Our goal with fake news is not to prevent anyone from saying something untrue—but to stop fake news and misinformation spreading across our services. If something is spreading and is rated false by fact checkers, it would lose the vast majority of its distribution in News Feed. And of course if a post crossed line into advocating for violence or hate against a particular group, it would be removed. These issues are very challenging but I believe that often the best way to fight offensive bad speech is with good speech.
These comments are part of Facebook’s broader controversy around censorship, the limits of free speech, and bias. A series of reports and investigations this year illuminated Facebook’s role in spreading disinformation, interfering with elections, and destabilizing communities around the world.
And this week the company was scrutinized for its comments about InfoWars, a conspiracy theory-peddling website—its founder Alex Jones called the Sandy Hook mass shooting a “false flag” operation—which Facebook refuses to ban, preferring to demote individual posts and Pages.
“Holocaust denial is a willful, deliberate, and longstanding deception tactic by anti-Semites that is incontrovertibly hateful, hurtful, and threatening to Jews,” Anti-Defamation League (ADL) CEO and National Director Jonathan Greenblatt told Motherboard.
Last year Facebook and ADL, along with technology companies like Google and Twitter, partnered up to combat online hate. They established the Cyberhate Problem-Solving Lab, which seeks engineering solutions to remedy hate speech on the web.
At the time, Monika Bickert, Facebook’s head of global policy management, (who testified before the House Judiciary Committee this week on behalf of Facebook), said: “Building a global community that is safe and supportive means engineering new solutions to solve new problems. We work hard to create a safe environment on Facebook.”
In the Recode interview, Zuckerberg said that disinformation that incites harm (the example he gave was Myanmar’s Rohingya genocide) is separate from disinformation that causes “harassment” (his example was Sandy Hook truthers like Jones). In both cases, Facebook would take posts down, but Zuckerberg called the mechanisms behind doing so a “broad debate,” and drew the line at intent to do harm.
But Jewish organizations like the Anne Frank Center say that Holocaust denial does cause harm.
“There is a difference between providing a platform for free expression and knowingly spreading false information and lies,” Alexandra Devitt, Director of Communications for the Anne Frank Center, told Motherboard. “Social media gives us an opportunity for discussion, but with responsibility for not causing harm. Denying the Holocaust causes harm.”
A spokesperson for the United States Holocaust Memorial Museum directed Motherboard to a recent tweet when asked about Zuckerberg’s comments.
“Even the Nazis admitted to the Holocaust,” the Washington, DC museum tweeted.

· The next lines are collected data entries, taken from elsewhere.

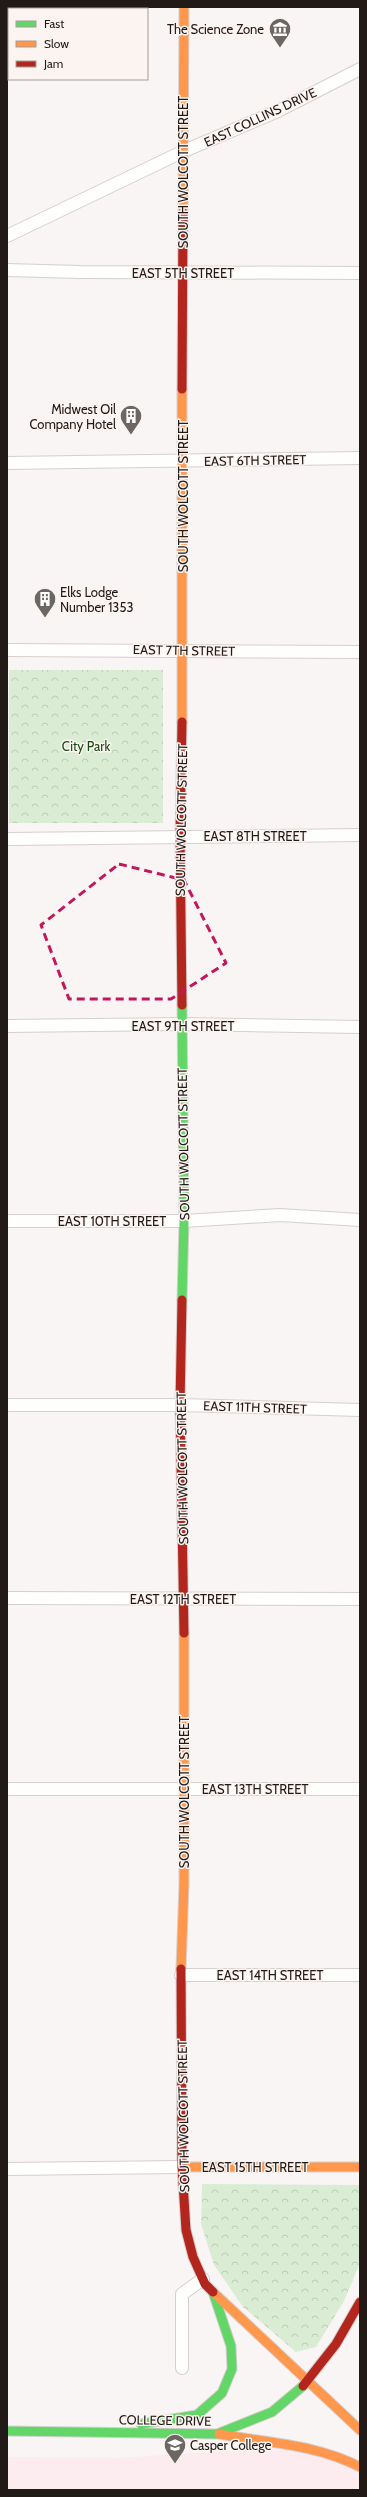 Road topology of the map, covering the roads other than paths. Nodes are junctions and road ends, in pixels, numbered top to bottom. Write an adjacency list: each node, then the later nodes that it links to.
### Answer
1 (184, 7): 3 (main road, SOUTH WOLCOTT STREET)
2 (360, 69): 3 (street, EAST COLLINS DRIVE)
3 (184, 151): 4 (street, EAST COLLINS DRIVE); 6 (main road, SOUTH WOLCOTT STREET)
4 (7, 236)
5 (7, 270): 6 (street, EAST 5TH STREET)
6 (183, 273): 7 (street, EAST 5TH STREET); 9 (main road, SOUTH WOLCOTT STREET)
7 (360, 273)
8 (360, 458): 9 (street, EAST 6TH STREET)
9 (183, 462): 10 (street, EAST 6TH STREET); 12 (main road, SOUTH WOLCOTT STREET)
10 (7, 463)
11 (7, 650): 12 (street, EAST 7TH STREET)
12 (184, 650): 13 (street, EAST 7TH STREET); 15 (main road, SOUTH WOLCOTT STREET)
13 (360, 652)
14 (360, 835): 15 (street, EAST 8TH STREET)
15 (180, 836): 16 (street, EAST 8TH STREET); 17 (main road, SOUTH WOLCOTT STREET)
16 (7, 840)
17 (182, 1024): 18 (street, EAST 9TH STREET); 19 (street, EAST 9TH STREET); 22 (main road, SOUTH WOLCOTT STREET)
18 (7, 1026)
19 (360, 1027)
20 (360, 1220): 22 (street, EAST 10TH STREET)
21 (7, 1221): 22 (street, EAST 10TH STREET)
22 (184, 1221): 24 (main road, SOUTH WOLCOTT STREET)
23 (7, 1405): 24 (street, EAST 11TH STREET)
24 (180, 1405): 25 (street, EAST 11TH STREET); 28 (main road, SOUTH WOLCOTT STREET)
25 (360, 1410)
26 (7, 1598): 28 (street, EAST 12TH STREET)
27 (360, 1599): 28 (street, EAST 12TH STREET)
28 (184, 1600): 29 (main road, SOUTH WOLCOTT STREET)
29 (184, 1788): 30 (street, EAST 13TH STREET); 31 (street, EAST 13TH STREET); 32 (main road, SOUTH WOLCOTT STREET)
30 (360, 1789)
31 (7, 1790)
32 (181, 1975): 33 (street, EAST 14TH STREET); 34 (main road, SOUTH WOLCOTT STREET)
33 (360, 1975)
34 (182, 2166): 35 (main road, EAST 15TH STREET); 36 (street, EAST 15TH STREET); 37 (main road, SOUTH WOLCOTT STREET)
35 (360, 2167)
36 (7, 2169)
37 (203, 2279): 38 (main road, SOUTH WOLCOTT STREET); 40 (street)
38 (212, 2291): 41 (main road, SOUTH WOLCOTT STREET); 44 (main road)
39 (360, 2302): 41 (main road, COLLEGE DRIVE)
40 (182, 2368)
41 (306, 2382): 42 (main road, SOUTH WOLCOTT STREET); 45 (main road, COLLEGE DRIVE)
42 (360, 2430)
43 (7, 2431): 44 (main road, COLLEGE DRIVE)
44 (95, 2432): 45 (main road, COLLEGE DRIVE)
45 (217, 2434): 46 (main road)
46 (360, 2467)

Wednesday, Facebook said that it would begin removing misinformation that could lead to people being physically harmed. According to the New York Times, the new policy is in response to cases where rumors that spread on Facebook let to violence. In March, for example, UN investigators said that Facebook posts 'substantively contributed to the genocide in Myanmar.
Facebook still hasn’t been publicly transparent about its internal rules on content moderation. And while Motherboard recently peeked under the hood, revealing that Facebook at one point had (or still has) a threshold for Page deletion, we don’t know how moderators distinguish the acceptable conspiracy theories from the harmful ones.
“Facebook has a moral and ethical obligation not to allow its dissemination,” ADL’s Greenblatt added. “The Anti-Defamation League will continue to challenge Facebook on this position and call on them to regard Holocaust denial as a violation of their community guidelines.”
Facebook has not responded to Motherboard’s request for comment regarding the strong reaction to Zuckerberg’s remarks.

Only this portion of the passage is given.